S’éloigne également de plus en plus l’époque où les check lists et les instructions en cas de panne étaient décrites dans des classeurs papier, lourds et coûteux à mettre à jour. Les tablettes connectées sont passées par là et cette connectivité leur est donc tout aussi nécessaire, au sol comme en plein vol, qu’elle l’est pour les clients commerciaux.
Le corollaire de l’accès à internet en avion, par réseau Wi-Fi ou autre, est qu’un ensemble de nouvelles infrastructures doivent être déployées, tant à l’intérieur même des avions, pour que les accès à internet puissent être routés et acheminés depuis et vers les antennes extérieures installées sur la cellule de l’avion, mais aussi au sol et dans l’espace, pour relayer les flux de communication.
De nombreuses problématiques se posent dès lors, qui mêlent des aspects techniques, des aspects juridiques et réglementaires ainsi que des aspects économiques et sécuritaires.
Problématiques techniques. A titre d’exemple des problématiques techniques posées par les communications entre les avions et le sol, auxquelles n’échappe pas le Wi-Fi installé à bord, se posent des problématiques liées au trajet parcouru par un avion dès lors qu’il s’agit de pouvoir assurer la réception et l’émission d’un signal radioélectrique sans interruption, quelle que soit la position géographique de l’avion.
Ainsi, l’utilisation seule d’antennes terrestres pour relayer le signal n’est pas suffisante lorsqu’un avion survole, par exemple, l’espace maritime ou une zone désertique, sans infrastructures déjà déployées au sol.

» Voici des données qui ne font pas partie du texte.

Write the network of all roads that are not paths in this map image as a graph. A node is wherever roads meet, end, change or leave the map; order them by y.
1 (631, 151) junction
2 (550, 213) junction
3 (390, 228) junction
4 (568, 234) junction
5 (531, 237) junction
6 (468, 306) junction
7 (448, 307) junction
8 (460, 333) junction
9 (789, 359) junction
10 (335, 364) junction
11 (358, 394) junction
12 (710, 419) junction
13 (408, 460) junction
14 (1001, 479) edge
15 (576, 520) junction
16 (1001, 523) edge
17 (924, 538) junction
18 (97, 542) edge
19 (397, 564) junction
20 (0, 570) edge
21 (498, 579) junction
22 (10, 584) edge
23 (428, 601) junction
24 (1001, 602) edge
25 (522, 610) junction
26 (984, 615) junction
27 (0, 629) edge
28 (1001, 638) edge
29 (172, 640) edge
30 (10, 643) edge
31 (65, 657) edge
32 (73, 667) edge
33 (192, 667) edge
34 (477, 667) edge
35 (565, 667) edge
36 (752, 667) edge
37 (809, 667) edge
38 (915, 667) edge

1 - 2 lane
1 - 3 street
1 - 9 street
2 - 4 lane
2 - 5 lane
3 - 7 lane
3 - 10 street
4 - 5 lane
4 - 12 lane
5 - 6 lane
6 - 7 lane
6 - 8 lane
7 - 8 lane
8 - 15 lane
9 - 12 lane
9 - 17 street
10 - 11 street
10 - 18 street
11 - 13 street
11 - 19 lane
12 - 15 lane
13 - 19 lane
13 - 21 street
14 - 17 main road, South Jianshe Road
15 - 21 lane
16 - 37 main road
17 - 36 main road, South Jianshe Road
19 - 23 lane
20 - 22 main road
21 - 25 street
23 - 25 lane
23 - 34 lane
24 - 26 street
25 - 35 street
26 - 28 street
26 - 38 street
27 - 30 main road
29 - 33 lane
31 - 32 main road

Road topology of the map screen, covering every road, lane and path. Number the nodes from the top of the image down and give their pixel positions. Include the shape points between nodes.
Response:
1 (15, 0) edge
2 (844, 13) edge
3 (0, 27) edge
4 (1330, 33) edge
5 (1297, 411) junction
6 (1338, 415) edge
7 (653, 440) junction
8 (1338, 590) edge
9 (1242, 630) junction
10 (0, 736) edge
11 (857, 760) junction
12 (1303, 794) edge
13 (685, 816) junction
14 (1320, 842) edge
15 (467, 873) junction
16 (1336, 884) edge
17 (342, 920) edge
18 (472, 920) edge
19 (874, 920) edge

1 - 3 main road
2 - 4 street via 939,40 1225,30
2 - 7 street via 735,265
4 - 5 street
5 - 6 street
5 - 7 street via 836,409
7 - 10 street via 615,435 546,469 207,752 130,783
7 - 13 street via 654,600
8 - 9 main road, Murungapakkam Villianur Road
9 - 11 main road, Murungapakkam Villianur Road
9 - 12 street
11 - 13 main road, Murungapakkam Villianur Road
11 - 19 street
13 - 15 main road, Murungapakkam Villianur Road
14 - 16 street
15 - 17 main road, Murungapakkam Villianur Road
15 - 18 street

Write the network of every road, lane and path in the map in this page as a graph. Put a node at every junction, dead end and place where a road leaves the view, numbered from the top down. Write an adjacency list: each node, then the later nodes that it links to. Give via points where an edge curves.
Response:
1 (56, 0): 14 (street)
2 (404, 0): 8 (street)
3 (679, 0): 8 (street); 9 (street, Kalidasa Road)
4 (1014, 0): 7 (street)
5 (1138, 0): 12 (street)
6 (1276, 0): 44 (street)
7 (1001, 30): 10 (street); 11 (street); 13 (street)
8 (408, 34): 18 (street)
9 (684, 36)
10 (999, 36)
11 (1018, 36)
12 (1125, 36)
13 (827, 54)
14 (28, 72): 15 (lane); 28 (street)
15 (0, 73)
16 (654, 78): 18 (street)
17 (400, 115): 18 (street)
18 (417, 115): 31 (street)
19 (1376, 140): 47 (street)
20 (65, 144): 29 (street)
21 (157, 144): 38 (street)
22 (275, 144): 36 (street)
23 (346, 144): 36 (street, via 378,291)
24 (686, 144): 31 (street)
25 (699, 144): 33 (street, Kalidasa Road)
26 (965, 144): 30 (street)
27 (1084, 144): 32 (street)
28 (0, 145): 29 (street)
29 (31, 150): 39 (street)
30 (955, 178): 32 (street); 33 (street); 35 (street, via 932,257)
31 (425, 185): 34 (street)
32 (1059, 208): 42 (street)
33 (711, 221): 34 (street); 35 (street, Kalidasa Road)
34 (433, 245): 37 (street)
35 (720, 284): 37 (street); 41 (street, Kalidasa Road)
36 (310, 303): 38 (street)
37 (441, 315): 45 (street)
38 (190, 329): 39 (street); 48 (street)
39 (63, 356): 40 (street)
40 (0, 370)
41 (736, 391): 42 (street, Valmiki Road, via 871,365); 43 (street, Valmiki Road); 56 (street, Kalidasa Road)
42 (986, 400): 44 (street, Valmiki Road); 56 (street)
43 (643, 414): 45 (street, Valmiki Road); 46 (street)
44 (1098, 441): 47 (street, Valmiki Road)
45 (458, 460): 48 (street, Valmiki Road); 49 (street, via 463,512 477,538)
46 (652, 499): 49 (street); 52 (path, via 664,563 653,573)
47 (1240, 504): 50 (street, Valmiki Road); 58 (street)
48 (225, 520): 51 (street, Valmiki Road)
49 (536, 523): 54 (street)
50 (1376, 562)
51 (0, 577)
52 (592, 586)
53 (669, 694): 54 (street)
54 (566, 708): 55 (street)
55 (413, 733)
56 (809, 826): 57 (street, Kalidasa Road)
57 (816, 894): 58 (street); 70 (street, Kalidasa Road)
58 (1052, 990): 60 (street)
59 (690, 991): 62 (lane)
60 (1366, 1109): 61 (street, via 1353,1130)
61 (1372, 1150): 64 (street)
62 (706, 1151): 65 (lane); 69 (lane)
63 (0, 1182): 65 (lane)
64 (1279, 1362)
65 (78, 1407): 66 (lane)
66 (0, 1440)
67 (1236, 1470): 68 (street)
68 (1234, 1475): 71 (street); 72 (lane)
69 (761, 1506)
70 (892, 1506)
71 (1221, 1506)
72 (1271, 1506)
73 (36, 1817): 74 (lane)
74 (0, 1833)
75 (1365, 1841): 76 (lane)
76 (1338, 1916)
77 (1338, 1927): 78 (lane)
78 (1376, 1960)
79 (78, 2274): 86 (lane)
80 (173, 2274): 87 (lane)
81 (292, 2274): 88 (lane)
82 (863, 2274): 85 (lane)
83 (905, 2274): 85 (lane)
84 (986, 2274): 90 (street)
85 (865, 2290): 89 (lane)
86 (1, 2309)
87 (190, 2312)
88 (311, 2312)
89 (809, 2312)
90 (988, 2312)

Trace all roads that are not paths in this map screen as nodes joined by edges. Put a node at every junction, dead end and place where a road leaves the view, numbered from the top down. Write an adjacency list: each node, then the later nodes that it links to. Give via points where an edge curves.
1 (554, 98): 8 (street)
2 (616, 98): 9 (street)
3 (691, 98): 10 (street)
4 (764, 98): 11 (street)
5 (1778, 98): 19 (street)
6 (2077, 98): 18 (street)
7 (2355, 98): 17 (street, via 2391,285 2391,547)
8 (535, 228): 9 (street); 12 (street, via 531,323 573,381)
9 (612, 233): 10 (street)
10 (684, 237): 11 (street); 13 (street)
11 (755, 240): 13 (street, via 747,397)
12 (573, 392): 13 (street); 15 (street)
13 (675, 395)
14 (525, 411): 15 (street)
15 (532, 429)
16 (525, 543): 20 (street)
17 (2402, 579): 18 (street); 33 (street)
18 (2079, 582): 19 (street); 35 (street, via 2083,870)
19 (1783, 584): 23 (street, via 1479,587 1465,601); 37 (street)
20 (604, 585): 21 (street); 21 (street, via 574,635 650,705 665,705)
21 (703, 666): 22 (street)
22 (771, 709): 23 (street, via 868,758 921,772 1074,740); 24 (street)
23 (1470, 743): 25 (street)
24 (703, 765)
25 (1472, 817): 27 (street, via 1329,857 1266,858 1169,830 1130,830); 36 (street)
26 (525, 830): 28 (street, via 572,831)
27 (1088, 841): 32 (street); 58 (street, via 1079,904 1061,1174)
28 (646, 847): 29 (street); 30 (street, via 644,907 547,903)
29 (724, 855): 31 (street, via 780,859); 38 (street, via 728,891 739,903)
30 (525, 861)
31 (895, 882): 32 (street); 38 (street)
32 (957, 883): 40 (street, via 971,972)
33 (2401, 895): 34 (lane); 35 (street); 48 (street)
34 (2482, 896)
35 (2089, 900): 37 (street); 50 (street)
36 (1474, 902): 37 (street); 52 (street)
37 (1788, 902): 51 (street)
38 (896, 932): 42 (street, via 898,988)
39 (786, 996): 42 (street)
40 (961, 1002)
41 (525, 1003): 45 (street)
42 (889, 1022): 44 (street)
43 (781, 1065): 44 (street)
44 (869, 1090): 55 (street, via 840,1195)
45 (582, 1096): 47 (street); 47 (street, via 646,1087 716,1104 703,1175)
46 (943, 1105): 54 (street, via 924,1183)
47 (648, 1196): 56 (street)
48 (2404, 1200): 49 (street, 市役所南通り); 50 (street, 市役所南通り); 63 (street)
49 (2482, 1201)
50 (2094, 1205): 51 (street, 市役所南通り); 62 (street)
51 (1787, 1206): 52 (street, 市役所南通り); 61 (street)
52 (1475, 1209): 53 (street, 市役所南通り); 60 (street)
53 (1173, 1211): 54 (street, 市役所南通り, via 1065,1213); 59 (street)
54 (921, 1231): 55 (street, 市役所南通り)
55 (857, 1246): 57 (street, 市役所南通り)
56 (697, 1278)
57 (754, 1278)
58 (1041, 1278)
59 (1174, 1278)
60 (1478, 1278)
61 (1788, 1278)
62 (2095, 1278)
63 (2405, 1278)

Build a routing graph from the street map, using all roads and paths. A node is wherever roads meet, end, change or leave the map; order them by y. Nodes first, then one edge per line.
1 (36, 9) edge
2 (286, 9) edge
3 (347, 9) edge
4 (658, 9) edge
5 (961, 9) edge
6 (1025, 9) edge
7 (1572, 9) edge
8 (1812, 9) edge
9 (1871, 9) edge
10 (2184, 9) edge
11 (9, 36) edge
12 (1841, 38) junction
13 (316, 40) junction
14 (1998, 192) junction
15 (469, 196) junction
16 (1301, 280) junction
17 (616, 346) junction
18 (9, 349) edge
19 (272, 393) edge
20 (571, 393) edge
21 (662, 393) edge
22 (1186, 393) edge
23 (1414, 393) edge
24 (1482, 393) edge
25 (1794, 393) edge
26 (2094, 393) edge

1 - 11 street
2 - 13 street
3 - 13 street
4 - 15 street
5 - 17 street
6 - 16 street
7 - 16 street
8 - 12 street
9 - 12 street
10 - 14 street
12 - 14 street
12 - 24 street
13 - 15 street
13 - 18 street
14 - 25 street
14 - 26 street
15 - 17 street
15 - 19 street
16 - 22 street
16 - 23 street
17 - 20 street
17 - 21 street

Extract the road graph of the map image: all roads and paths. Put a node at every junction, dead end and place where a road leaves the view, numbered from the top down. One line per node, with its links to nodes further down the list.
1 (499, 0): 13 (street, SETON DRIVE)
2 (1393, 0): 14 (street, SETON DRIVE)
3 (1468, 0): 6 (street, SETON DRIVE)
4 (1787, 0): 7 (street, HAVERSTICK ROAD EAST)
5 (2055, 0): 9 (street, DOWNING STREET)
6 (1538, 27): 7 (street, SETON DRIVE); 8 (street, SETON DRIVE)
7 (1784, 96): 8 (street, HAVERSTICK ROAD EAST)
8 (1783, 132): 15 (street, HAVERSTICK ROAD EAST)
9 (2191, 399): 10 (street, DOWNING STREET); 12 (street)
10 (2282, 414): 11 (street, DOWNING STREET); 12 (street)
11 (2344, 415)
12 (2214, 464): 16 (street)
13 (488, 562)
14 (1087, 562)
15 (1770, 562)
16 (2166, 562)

A l’inverse, l’utilisation seule des satellites géostationnaires engendre un coût non négligeable pour les compagnies aériennes, la location d’un transpondeur étant très onéreuse et un seul transpondeur sur un seul satellite ne suffisant pas à couvrir l’ensemble du globe.
Problématiques réglementaires. Là encore, à titre d’exemple des problématiques réglementaires posées par l’installation et l’utilisation du Wi-Fi dans les avions, on peut citer :
- l’obligation souvent encore imposée par les compagnies aériennes de mettre tout appareil électronique en mode avion, non seulement pendant les phases critiques du décollage et de l’atterrissage (généralement jusqu’à une altitude de 10 000 pieds, soit environ 3 000 mètres), mais aussi pendant le vol lui-même, alors que cette obligation a été supprimée par l’AESA (Agence Européenne pour la Sécurité Aérienne (1)) le 26 septembre 2014 ;
- pendant un vol international, le territoire de plusieurs Etats va être survolé ; dès lors, la compagnie aérienne doit-elle obtenir une autorisation dans chacun de ces Etats pour l’utilisation des infrastructures radioélectriques terrestres que ses avions vont utiliser au cours du survol ?
- quels statut et obligations les compagnies aériennes adoptent-elles au regard de la réglementation des communications électroniques ? Doit-on les considérer comme des opérateurs de communications électroniques à raison du service qu’elles offrent dans leurs avions, comme des fournisseurs d’accès à internet, ou sont-elles soumises à un autre statut, tel que celui qui a été mis en place pour les opérateurs qui offrent la possibilité de se connecter à internet de manière accessoire à leur activité principale (hôtels, halls de gare, aéroports etc.) ?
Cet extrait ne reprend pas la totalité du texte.